Everyone who watches a show knows what they liked; almost no one knows what it was called. That wide sphere opening overhead, the gold curtain drifting down behind it, the white crack that lands on a single beat — each has a name, a behaviour and a job. Designing fireworks isn’t picking effects; it’s writing sentences with a vocabulary — and knowing that vocabulary is the difference between asking for “something big” and saying exactly what you want, at exactly the moment you want it.
What decides the shape: the inside of the shell
The shape in the sky is not an accident. Inside a sphere, small pellets of burning composition called stars are packed by hand into a deliberate pattern; when the shell reaches height and bursts, those stars fly outward, enlarging the geometry they were laid into. A sphere inside gives you a sphere overhead; a ring inside gives you a ring. The moment that decides the shape isn’t the moment of firing — it’s the moment the shell was packed, months earlier. It’s also why patterned shells like hearts, faces or stars only read correctly from one direction: the designer has to know where the audience will be standing before the shell is ever built.
The core family
- Peony: a clean, wide sphere with no trailing tails. The purest form of a firework and the backbone of most shows. When a crowd says “that one”, this is usually it.
- Chrysanthemum: the peony’s sibling that leaves a trail. Every star drags a tail behind it, so the sphere looks drawn rather than dropped in. The camera’s favourite effect.
- Willow: slow-burning, heavy and gold. It doesn’t climb, it pours: it hangs in the sky and falls. Because it buys time, it gets laid underneath finales.
- Palm: a few thick arms opening upward like a single tree. Where the willow is soft, the palm is decisive — it builds a scene in one stroke.
- Rings and pattern shells: hearts, rings, stars. Striking but fussy: seen from the wrong angle, they don’t read at all. At a wedding, a heart in the sky is a question of position, not of shell.
- Crossette: each opening star splits again in mid-air and draws a small lattice. It fills the sky in two stages instead of one.
Not everything happens up high
A show isn’t built only overhead. The lower floor of the stage is designed as carefully as the upper one:
- Mines: a fan that opens upward from the ground. The burst begins not far above but just over the audience’s eyeline — the sound and light that “starts” a show is usually this.

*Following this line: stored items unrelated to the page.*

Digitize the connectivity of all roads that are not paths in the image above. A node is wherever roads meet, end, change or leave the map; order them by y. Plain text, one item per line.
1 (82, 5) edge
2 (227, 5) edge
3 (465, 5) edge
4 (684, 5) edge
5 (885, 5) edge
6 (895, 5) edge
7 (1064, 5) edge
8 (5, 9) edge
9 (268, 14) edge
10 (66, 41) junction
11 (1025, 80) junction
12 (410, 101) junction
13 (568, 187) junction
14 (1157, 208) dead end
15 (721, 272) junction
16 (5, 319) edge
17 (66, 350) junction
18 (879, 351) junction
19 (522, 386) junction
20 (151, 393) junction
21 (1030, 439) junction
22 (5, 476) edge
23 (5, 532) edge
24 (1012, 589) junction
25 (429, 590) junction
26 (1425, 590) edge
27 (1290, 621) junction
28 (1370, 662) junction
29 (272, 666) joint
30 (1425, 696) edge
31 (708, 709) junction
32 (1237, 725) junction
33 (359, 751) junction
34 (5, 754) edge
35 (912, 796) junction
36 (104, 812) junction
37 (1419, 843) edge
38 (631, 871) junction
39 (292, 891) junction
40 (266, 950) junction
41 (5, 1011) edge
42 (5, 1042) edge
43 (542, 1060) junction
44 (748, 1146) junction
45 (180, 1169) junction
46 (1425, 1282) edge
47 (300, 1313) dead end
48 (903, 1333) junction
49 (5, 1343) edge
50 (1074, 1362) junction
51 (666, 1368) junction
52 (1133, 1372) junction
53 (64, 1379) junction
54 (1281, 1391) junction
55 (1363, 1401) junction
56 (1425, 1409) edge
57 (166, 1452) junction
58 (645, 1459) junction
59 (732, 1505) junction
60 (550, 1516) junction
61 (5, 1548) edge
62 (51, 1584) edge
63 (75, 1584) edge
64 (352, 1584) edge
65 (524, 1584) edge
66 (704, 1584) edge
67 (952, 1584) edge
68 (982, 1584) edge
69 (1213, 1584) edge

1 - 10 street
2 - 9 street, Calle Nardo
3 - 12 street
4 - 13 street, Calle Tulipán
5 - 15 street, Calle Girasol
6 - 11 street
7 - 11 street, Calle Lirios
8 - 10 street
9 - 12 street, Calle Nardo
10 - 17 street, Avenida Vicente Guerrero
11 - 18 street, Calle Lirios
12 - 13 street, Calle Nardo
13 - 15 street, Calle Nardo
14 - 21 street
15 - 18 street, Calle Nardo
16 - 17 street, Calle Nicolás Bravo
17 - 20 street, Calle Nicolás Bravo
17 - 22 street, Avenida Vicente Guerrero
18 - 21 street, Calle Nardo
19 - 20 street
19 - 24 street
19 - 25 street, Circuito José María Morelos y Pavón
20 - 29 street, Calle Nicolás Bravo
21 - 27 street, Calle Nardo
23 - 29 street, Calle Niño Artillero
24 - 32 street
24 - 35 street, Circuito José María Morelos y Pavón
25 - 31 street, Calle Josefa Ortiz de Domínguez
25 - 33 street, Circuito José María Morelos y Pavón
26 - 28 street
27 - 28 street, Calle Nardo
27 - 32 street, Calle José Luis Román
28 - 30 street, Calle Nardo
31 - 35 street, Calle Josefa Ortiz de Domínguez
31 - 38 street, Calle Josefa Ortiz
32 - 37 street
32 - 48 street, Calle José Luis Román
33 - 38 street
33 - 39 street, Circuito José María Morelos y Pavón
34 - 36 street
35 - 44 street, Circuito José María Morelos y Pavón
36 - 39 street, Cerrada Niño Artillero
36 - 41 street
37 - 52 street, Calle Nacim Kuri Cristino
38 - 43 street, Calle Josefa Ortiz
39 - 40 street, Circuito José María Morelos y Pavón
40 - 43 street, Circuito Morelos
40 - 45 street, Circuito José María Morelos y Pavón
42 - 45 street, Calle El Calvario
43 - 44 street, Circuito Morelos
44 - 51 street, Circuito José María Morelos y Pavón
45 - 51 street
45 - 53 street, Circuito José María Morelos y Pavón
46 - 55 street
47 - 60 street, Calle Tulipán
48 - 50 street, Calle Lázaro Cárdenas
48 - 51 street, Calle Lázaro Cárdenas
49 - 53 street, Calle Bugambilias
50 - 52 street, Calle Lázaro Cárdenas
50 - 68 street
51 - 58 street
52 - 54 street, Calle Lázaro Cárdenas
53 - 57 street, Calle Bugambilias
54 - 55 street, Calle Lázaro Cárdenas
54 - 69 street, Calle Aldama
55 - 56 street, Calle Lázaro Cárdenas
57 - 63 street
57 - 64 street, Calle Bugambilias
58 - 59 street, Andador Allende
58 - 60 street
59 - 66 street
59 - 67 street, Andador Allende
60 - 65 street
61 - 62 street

- Comets and Roman candles: bright points climbing one by one. Used to hold rhythm, fill gaps and keep the pulse alive between the big shells.
- Waterfalls: a hanging curtain of gold pouring down along a line. Rigged on a bridge, a roof or in front of a stage — it belongs to the venue, not to the sky.

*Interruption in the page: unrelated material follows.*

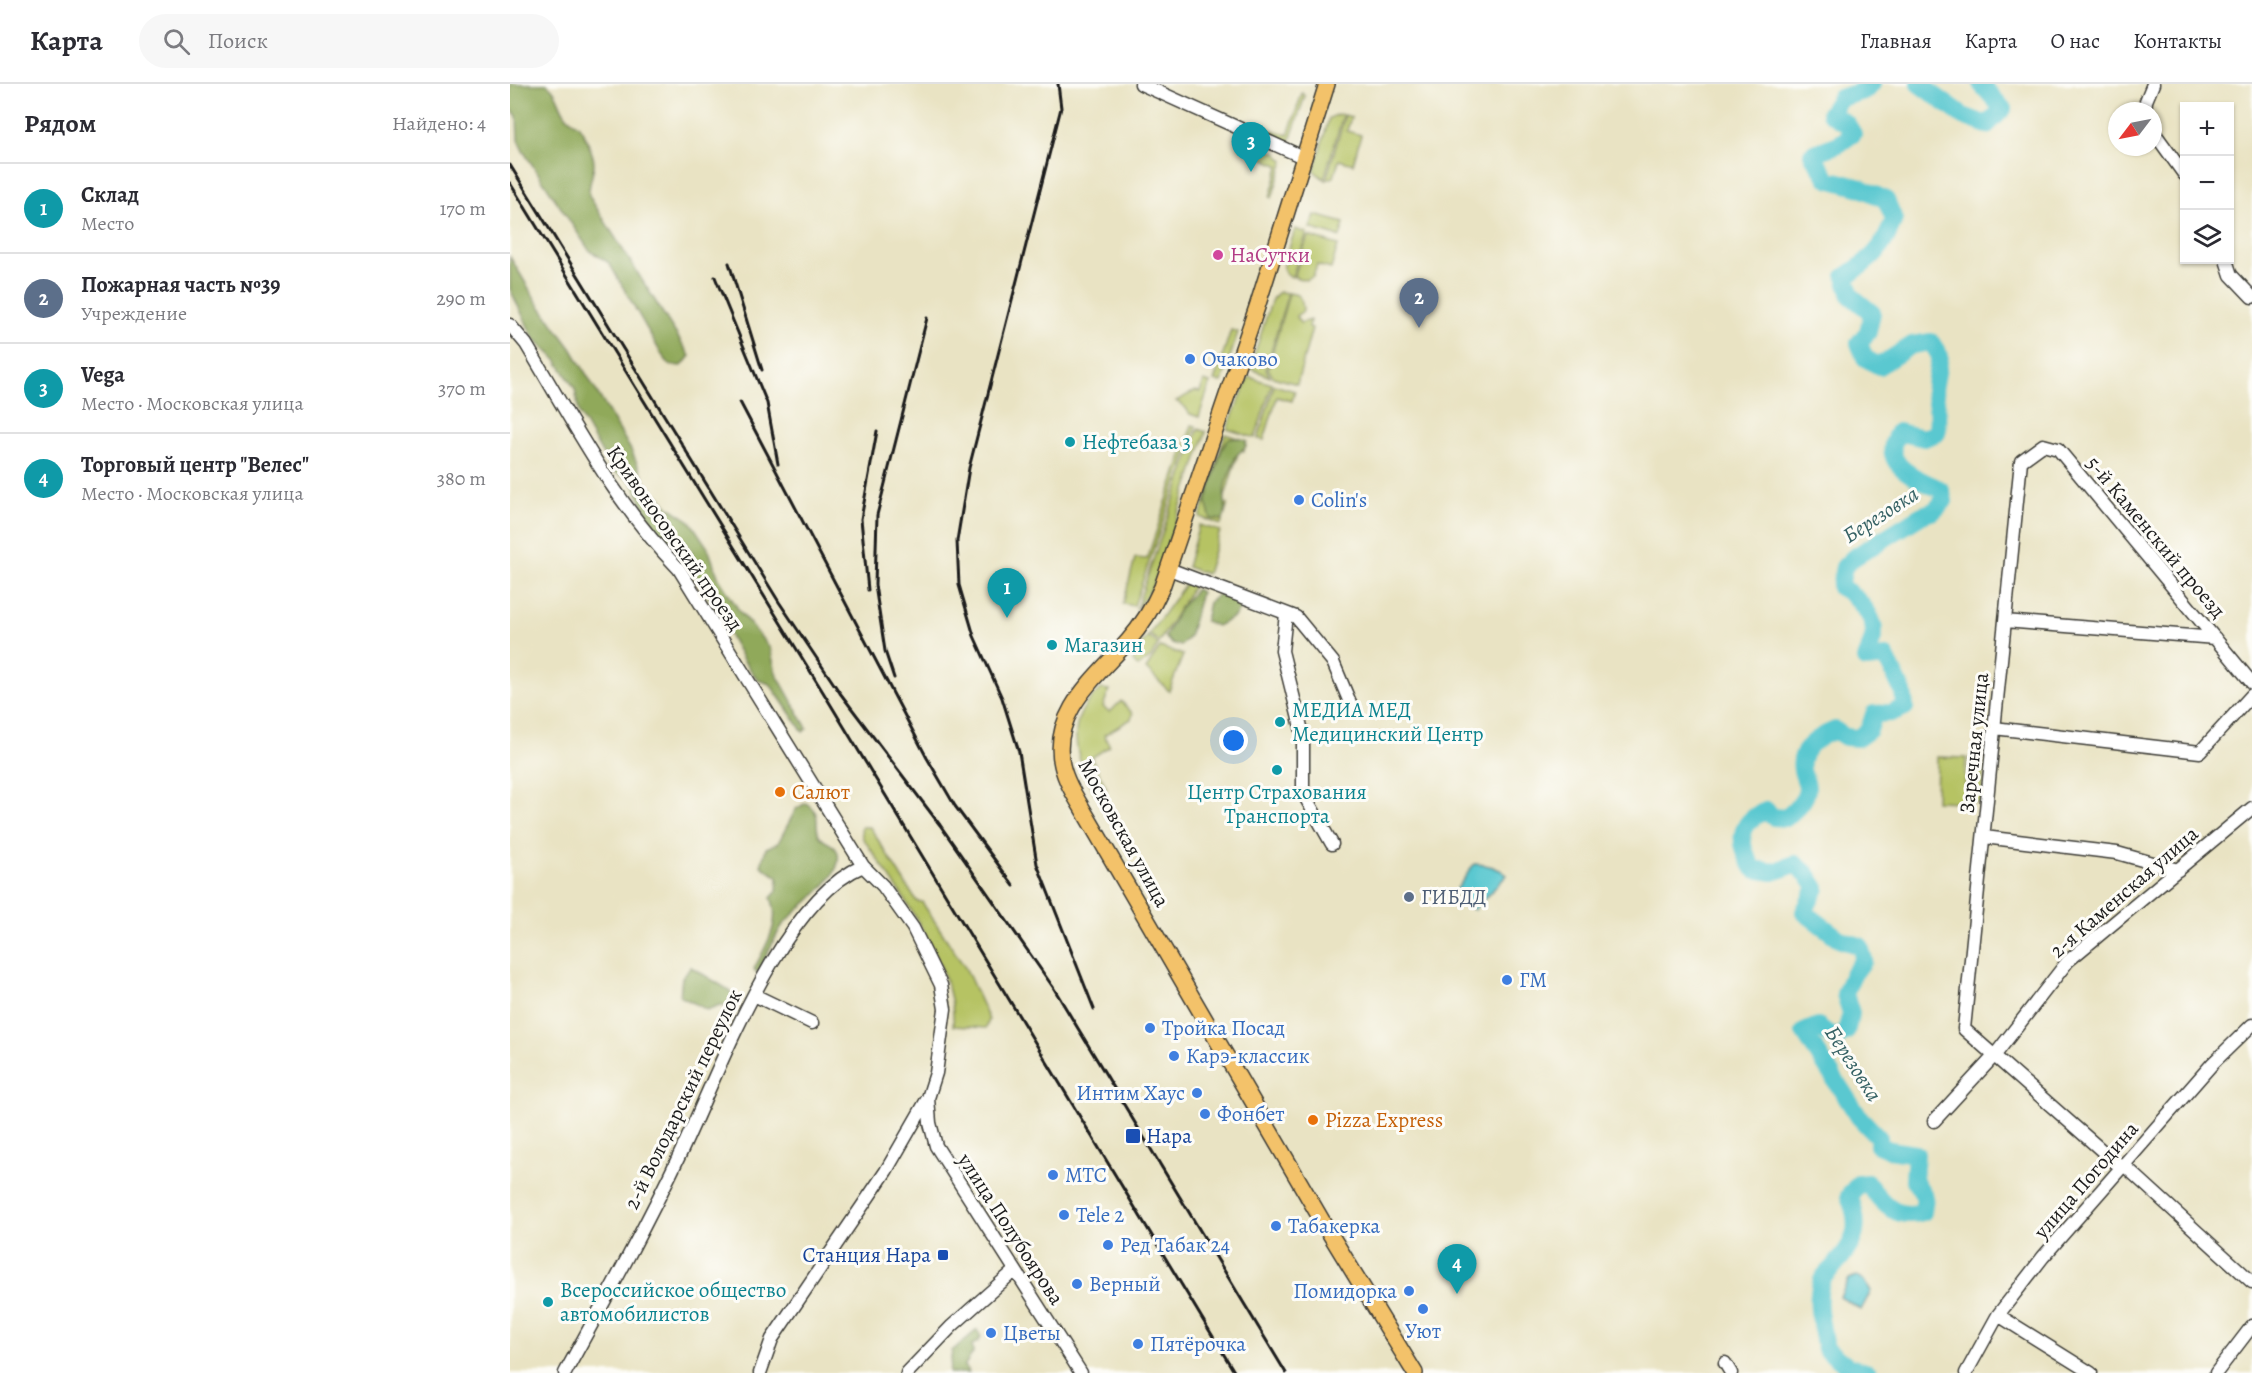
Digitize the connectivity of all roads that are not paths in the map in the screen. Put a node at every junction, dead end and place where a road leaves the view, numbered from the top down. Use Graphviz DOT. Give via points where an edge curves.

- Ground batteries: fast, low, dense. Modest on their own; laid under the big shells, they give the show volume.
Colour is chemistry, not preference
Every colour overhead is a metal salt burning: strontium gives red, barium green, sodium yellow, magnesium and aluminium the whites and silvers. Blue is the hard one — copper compounds only yield a true blue across a narrow band of temperature, and a flame that runs too hot washes it out toward white. A deep, saturated blue is therefore the quiet marker of quality in a show. For the same reason a palette isn’t a catalogue choice but a design decision: writing a brand’s corporate colour across the sky starts with knowing which effects can actually carry that colour.
Sound is an effect too
What you feel in your chest isn’t the light — it’s pressure. And sound is designed exactly like colour: crackling effects add texture overhead, whistles build the sense of a rise, a single hard report ends the sentence. The inverse works too — where noise is the constraint (a hospital nearby, animals, a late hour), the programme is written with low-noise effects and carried visually. A quiet show isn’t a diminished show; it’s a show written in a different language. Show design means thinking about both layers, light and sound, at the same time.

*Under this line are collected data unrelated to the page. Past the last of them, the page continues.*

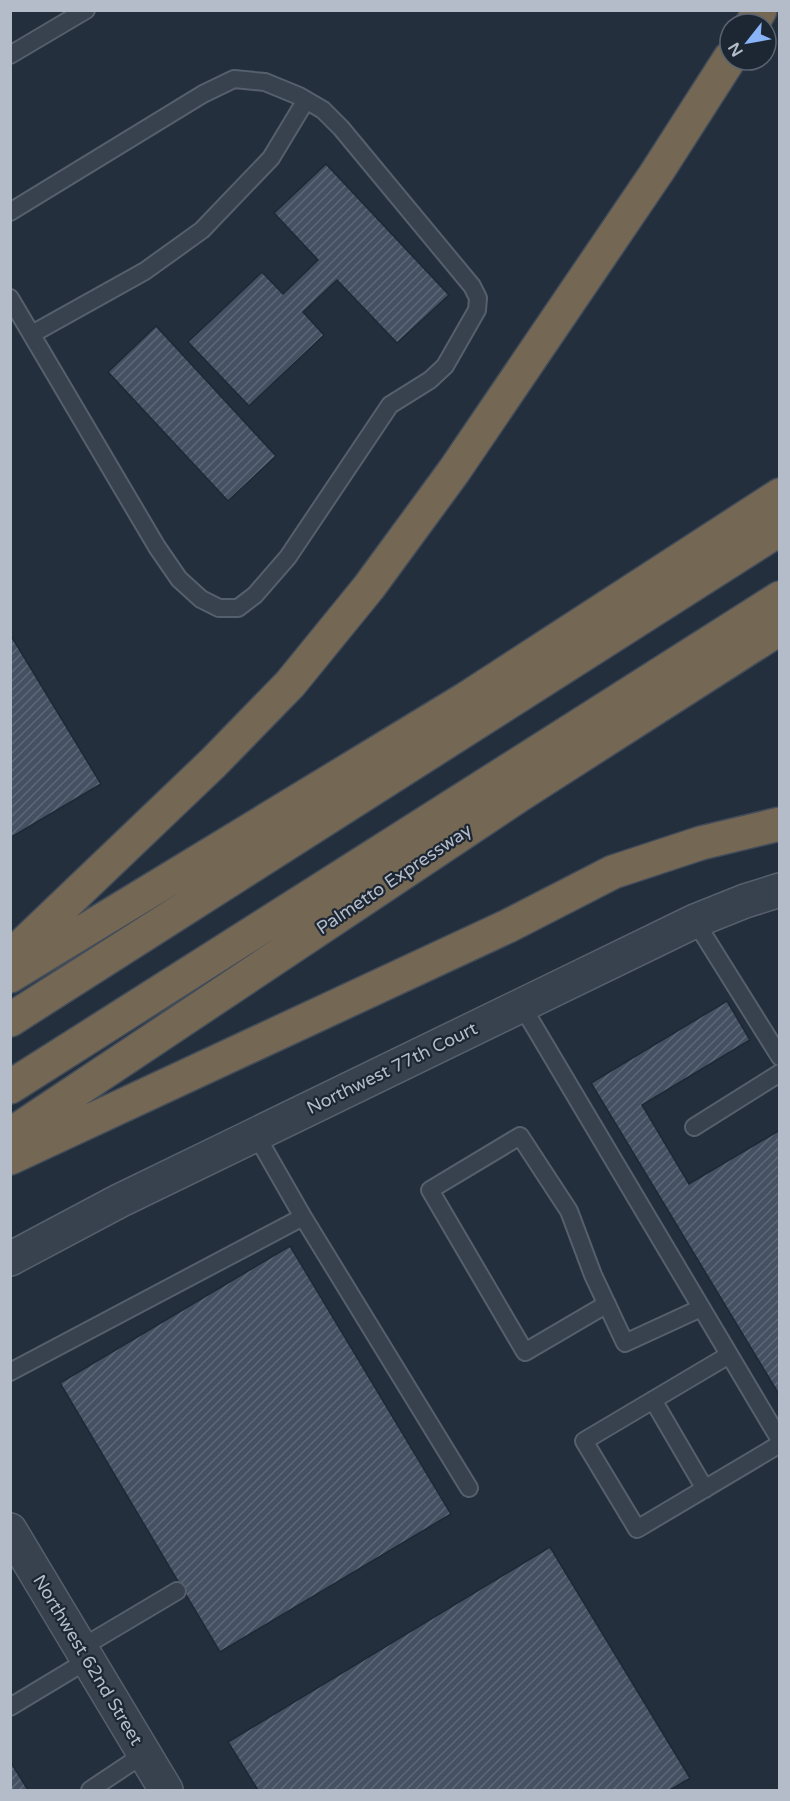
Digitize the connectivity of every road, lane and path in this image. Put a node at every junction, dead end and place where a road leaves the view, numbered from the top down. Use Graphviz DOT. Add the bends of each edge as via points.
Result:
graph roads {
  1 [pos="86,10"];
  2 [pos="10,56"];
  3 [pos="721,72"];
  4 [pos="306,100"];
  5 [pos="10,212"];
  6 [pos="10,298"];
  7 [pos="32,334"];
  8 [pos="780,495"];
  9 [pos="780,530"];
  10 [pos="780,598"];
  11 [pos="780,628"];
  12 [pos="780,824"];
  13 [pos="780,890"];
  14 [pos="695,921"];
  15 [pos="10,957"];
  16 [pos="10,976"];
  17 [pos="522,1006"];
  18 [pos="10,1020"];
  19 [pos="780,1057"];
  20 [pos="780,1073"];
  21 [pos="10,1087"];
  22 [pos="694,1127"];
  23 [pos="10,1135"];
  24 [pos="256,1135"];
  25 [pos="10,1158"];
  26 [pos="303,1217"];
  27 [pos="10,1258"];
  28 [pos="607,1304"];
  29 [pos="701,1308"];
  30 [pos="729,1355"];
  31 [pos="10,1372"];
  32 [pos="653,1400"];
  33 [pos="780,1442"];
  34 [pos="469,1488"];
  35 [pos="705,1489"];
  36 [pos="12,1537"];
  37 [pos="177,1591"];
  38 [pos="85,1654"];
  39 [pos="10,1707"];
  40 [pos="144,1754"];
  41 [pos="90,1791"];
  42 [pos="166,1791"];
  1 -- 2 [label="lane"];
  3 -- 15 [label="highway" via="454,471 369,587 290,684"];
  4 -- 5 [label="lane" via="265,82 234,79"];
  4 -- 7 [label="lane" via="271,158 202,230 145,271"];
  4 -- 7 [label="lane" via="341,128 472,286 478,298 477,310 445,366 390,405 288,557 255,595 238,608 219,609 178,579"];
  6 -- 7 [label="lane"];
  8 -- 16 [label="highway" via="464,700"];
  9 -- 18 [label="highway"];
  10 -- 21 [label="highway"];
  11 -- 23 [label="highway, Palmetto Expressway" via="521,794"];
  12 -- 25 [label="highway" via="701,843 613,872 508,926"];
  13 -- 14 [label="street, Northwest 77th Court"];
  14 -- 17 [label="street, Northwest 77th Court"];
  14 -- 19 [label="lane"];
  17 -- 24 [label="street, Northwest 77th Court"];
  17 -- 29 [label="lane"];
  20 -- 22 [label="lane"];
  24 -- 26 [label="lane"];
  24 -- 27 [label="street, Northwest 77th Court"];
  26 -- 31 [label="lane"];
  26 -- 34 [label="lane"];
  28 -- 28 [label="lane" via="569,1211 520,1136 430,1190 525,1352"];
  28 -- 29 [label="lane" via="625,1343"];
  29 -- 30 [label="lane"];
  30 -- 32 [label="lane"];
  30 -- 33 [label="lane"];
  32 -- 35 [label="lane"];
  32 -- 35 [label="lane" via="584,1441 637,1529"];
  33 -- 35 [label="lane"];
  36 -- 38 [label="street, Northwest 62nd Street"];
  37 -- 38 [label="lane"];
  38 -- 39 [label="lane"];
  38 -- 40 [label="street, Northwest 62nd Street"];
  40 -- 41 [label="lane"];
  40 -- 42 [label="street, Northwest 62nd Street"];
}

How effects become sentences
A list of effects is not a show. Meaning comes from order, interval and layering: what follows what, how much silence sits between two bursts, which effect rides on top of which. A willow slows the sky down, a mine wakes it up, a crossette fills it, a peony gathers it. Written to music, these words land on the beat and the show turns from a list into a sentence — which is exactly what pyromusical shows do.